> [What you need to do] Among the entries below, tally each line containing "change"; respond with the total only.

> [Dataset entries]
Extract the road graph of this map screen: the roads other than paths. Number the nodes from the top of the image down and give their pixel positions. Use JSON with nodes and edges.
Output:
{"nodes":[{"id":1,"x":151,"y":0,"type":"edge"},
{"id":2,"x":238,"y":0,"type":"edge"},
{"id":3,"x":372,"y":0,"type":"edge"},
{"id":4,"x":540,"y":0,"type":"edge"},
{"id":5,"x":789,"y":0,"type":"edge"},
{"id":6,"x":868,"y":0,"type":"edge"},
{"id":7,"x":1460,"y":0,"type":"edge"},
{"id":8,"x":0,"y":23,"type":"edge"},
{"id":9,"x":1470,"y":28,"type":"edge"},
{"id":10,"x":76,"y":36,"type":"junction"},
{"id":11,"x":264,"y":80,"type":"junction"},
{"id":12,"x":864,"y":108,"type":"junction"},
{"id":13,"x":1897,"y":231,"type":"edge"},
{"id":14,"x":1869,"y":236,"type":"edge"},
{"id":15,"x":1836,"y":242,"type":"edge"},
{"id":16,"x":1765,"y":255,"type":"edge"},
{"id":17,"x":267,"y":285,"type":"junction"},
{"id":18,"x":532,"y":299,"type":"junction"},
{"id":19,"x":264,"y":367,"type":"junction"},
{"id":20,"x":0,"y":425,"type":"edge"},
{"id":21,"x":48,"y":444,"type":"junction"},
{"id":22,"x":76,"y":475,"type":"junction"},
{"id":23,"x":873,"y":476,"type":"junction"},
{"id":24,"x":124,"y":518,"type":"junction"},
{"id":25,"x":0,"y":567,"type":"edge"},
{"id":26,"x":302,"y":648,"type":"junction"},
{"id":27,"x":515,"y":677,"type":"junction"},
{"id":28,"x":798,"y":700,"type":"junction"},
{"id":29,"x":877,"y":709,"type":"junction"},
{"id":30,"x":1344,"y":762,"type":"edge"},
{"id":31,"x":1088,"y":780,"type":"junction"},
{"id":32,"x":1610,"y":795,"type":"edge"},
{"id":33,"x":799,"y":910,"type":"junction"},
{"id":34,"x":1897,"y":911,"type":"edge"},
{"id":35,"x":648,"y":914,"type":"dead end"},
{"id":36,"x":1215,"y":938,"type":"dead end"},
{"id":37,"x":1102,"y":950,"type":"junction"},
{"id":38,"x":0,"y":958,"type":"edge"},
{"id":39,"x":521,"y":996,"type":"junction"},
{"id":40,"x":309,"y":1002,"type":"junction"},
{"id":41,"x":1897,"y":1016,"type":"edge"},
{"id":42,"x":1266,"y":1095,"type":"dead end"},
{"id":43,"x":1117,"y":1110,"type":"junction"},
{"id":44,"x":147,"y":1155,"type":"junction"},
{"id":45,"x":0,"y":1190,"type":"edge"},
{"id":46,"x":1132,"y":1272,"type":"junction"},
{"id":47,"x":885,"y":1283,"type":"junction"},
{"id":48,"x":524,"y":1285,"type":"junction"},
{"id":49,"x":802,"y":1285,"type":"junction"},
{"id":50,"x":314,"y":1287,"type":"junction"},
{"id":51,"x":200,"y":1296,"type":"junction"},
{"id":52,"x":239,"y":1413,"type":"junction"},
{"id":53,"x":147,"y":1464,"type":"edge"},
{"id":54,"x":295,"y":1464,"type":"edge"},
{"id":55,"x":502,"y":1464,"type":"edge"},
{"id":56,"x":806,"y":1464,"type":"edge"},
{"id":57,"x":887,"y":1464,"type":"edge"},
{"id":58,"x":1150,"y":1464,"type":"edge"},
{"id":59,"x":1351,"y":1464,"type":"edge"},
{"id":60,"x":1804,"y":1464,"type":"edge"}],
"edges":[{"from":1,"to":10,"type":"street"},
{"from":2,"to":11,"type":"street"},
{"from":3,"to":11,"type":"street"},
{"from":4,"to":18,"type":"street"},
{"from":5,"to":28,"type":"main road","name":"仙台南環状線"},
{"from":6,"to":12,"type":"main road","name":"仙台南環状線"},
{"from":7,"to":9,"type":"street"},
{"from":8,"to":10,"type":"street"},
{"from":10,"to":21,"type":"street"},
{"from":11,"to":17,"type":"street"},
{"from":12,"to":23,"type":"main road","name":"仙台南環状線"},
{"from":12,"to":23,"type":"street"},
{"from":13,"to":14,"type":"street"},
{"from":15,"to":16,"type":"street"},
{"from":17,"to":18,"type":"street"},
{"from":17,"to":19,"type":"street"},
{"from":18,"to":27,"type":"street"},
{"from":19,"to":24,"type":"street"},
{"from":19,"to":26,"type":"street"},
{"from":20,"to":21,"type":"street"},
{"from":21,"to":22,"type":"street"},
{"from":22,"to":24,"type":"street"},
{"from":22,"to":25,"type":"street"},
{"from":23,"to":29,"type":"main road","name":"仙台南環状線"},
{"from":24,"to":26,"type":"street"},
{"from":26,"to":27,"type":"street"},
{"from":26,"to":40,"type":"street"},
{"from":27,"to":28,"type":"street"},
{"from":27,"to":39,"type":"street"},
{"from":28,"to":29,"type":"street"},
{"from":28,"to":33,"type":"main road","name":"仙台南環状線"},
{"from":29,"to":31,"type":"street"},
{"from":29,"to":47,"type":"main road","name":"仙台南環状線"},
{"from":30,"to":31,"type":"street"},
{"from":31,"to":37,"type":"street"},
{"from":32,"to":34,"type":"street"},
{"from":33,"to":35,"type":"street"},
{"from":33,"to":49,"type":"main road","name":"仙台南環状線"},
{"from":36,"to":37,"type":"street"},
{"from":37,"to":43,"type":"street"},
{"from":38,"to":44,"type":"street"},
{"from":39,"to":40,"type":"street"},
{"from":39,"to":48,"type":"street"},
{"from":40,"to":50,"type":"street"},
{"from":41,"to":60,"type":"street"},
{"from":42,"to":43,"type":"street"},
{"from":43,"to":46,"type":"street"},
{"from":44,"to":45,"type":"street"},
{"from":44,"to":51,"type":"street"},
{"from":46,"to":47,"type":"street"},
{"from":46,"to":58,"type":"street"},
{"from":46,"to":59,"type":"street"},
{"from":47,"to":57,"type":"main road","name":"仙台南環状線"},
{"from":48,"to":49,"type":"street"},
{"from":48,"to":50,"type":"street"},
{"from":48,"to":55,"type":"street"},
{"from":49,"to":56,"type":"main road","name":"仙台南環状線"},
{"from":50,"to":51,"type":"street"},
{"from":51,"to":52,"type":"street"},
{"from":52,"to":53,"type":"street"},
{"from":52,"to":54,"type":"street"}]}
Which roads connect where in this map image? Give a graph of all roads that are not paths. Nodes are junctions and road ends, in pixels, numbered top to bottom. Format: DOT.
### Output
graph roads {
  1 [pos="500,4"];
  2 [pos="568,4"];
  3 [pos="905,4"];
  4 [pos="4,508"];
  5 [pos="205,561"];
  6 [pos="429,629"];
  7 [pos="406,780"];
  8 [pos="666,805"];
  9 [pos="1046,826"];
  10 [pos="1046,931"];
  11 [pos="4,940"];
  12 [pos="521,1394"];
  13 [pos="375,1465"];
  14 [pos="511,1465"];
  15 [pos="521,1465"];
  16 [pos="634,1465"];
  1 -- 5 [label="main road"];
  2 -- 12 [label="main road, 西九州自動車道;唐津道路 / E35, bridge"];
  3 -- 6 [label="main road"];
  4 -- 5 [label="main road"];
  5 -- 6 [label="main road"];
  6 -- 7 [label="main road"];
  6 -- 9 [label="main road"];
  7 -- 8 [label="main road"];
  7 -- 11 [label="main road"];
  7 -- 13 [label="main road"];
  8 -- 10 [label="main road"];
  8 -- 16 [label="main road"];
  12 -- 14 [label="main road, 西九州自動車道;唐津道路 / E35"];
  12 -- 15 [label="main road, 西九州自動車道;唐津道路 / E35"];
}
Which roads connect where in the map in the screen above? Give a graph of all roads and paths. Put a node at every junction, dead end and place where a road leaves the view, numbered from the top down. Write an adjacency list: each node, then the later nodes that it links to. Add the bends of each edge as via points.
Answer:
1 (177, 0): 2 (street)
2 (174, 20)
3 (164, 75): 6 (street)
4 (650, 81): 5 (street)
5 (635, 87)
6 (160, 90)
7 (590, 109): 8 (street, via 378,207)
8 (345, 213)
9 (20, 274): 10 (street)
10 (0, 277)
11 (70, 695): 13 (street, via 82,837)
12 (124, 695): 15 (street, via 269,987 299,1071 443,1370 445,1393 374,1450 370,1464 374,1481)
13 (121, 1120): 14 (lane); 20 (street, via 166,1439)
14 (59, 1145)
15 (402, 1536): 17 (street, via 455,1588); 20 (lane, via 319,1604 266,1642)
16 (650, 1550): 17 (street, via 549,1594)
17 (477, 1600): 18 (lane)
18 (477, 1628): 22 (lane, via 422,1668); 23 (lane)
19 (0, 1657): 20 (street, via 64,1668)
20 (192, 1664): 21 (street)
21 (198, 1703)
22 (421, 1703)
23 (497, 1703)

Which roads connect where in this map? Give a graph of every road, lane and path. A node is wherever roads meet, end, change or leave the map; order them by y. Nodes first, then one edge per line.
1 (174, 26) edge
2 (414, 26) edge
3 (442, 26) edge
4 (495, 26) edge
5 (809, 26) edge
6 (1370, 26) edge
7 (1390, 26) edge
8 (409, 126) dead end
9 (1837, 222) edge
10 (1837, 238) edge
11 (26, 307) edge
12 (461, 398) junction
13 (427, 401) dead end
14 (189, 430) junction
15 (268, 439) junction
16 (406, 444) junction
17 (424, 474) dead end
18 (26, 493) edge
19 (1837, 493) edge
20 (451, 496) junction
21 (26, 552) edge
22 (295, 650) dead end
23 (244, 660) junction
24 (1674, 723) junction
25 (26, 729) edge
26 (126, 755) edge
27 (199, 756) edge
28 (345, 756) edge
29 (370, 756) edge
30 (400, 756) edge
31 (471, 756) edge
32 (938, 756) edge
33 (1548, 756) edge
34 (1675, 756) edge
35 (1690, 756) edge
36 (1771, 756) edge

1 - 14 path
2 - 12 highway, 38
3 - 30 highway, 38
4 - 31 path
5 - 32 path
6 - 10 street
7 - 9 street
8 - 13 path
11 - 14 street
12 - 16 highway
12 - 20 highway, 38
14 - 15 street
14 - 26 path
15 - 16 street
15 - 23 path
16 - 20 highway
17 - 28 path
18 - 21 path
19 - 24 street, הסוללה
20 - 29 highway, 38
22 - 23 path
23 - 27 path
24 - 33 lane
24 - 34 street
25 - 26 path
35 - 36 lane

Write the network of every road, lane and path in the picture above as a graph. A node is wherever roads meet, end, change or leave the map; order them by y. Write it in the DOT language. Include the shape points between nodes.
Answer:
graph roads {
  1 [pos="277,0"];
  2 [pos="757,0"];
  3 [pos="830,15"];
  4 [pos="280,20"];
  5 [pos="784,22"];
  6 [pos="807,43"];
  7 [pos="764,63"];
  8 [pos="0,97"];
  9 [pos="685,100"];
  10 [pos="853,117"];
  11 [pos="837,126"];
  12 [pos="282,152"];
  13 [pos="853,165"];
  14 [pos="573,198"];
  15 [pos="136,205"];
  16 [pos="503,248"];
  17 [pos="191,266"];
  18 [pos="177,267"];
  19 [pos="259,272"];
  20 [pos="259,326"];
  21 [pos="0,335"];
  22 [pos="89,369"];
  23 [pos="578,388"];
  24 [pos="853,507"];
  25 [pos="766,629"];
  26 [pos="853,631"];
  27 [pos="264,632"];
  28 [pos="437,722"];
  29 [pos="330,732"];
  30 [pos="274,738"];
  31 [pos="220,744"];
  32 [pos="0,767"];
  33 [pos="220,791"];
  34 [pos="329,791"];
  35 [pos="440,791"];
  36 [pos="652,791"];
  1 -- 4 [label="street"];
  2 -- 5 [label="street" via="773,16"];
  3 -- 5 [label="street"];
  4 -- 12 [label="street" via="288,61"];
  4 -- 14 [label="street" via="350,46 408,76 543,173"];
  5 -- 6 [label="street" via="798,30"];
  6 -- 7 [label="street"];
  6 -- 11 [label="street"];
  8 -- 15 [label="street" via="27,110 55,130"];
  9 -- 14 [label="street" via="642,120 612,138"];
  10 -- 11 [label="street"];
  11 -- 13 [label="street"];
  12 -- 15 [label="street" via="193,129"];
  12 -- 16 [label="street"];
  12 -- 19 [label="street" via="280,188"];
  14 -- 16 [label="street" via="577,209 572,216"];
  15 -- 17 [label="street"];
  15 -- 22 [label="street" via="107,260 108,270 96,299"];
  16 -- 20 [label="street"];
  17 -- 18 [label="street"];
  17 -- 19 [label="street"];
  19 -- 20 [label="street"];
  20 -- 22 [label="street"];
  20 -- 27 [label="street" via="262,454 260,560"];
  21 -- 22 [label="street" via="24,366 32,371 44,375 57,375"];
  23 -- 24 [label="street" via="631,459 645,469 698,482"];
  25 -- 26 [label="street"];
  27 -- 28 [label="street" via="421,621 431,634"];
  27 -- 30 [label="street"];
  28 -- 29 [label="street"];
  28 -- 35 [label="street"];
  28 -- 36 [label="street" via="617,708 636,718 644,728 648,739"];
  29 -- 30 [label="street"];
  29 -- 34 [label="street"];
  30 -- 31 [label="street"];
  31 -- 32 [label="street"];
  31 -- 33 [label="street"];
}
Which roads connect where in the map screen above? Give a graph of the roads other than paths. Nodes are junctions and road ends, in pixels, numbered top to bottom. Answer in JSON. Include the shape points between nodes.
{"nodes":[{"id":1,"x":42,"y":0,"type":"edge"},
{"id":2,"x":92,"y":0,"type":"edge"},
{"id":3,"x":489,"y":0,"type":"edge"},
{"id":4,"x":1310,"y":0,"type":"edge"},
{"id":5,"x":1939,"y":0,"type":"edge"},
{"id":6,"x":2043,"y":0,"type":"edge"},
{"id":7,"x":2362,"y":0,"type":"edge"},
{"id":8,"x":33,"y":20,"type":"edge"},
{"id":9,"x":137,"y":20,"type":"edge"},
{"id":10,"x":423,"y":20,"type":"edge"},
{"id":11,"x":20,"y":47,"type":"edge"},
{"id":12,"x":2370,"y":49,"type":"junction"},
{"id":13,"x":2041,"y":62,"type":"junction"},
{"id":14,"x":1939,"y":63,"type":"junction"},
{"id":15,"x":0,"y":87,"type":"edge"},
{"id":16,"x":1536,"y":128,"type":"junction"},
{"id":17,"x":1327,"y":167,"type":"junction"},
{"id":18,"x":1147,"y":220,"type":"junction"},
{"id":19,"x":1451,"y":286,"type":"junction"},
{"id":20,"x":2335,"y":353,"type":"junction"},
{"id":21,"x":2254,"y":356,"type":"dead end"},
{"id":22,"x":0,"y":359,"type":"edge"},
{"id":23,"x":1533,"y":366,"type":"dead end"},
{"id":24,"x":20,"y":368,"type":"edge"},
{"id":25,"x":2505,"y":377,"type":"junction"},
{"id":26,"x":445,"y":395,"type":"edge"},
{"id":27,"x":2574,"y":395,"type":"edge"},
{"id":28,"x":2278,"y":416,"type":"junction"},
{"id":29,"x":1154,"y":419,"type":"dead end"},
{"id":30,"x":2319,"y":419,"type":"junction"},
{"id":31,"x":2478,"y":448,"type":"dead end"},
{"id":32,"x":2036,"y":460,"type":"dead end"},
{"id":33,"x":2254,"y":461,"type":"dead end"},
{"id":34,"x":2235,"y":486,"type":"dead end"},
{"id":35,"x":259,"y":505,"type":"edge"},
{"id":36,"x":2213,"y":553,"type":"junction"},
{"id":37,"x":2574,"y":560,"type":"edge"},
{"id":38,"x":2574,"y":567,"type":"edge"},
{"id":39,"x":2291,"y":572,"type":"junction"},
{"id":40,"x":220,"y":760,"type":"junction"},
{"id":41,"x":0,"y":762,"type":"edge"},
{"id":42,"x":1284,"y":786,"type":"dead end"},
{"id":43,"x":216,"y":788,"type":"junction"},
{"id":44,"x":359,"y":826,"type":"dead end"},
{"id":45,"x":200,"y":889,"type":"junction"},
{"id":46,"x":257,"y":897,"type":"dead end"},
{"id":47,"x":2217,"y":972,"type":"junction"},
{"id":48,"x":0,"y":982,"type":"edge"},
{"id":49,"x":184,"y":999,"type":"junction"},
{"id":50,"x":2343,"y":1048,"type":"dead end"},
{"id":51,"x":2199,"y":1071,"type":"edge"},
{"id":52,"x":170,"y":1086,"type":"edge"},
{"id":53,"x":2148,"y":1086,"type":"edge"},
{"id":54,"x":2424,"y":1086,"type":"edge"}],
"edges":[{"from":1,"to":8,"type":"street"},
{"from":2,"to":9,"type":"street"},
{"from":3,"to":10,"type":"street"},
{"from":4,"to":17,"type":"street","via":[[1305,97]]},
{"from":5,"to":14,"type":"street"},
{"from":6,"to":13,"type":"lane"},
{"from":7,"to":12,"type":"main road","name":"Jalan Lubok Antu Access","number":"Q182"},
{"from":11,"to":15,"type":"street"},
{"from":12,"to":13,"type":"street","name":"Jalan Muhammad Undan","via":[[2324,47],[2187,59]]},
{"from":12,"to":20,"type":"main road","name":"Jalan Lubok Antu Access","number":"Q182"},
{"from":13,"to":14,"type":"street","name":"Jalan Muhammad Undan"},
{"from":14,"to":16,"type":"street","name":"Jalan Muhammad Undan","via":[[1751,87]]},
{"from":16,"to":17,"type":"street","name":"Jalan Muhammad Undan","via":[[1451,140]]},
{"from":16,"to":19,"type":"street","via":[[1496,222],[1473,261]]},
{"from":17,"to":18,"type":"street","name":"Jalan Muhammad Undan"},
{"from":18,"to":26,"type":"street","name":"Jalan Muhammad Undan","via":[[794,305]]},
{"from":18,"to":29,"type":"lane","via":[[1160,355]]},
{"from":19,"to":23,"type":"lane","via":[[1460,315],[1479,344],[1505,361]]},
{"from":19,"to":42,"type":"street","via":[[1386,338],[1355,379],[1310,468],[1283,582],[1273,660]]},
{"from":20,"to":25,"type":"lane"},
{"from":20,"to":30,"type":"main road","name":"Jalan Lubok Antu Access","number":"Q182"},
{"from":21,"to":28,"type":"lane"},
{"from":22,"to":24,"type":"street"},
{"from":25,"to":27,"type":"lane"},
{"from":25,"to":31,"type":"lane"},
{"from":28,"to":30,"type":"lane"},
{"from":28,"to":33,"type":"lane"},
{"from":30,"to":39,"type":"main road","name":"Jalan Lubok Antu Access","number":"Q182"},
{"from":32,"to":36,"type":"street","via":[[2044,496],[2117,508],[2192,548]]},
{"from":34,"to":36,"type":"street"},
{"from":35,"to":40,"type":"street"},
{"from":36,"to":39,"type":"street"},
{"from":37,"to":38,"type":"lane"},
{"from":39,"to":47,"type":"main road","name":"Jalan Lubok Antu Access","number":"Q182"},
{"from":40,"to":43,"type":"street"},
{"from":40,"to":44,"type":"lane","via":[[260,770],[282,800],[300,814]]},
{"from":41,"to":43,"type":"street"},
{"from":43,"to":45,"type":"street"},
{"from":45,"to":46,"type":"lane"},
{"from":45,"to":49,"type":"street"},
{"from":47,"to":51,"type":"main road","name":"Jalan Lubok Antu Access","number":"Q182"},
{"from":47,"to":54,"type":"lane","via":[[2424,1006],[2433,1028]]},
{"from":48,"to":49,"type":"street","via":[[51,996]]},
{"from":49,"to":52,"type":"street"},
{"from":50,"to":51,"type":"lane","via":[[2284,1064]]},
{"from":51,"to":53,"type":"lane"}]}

> [Result of the task] 2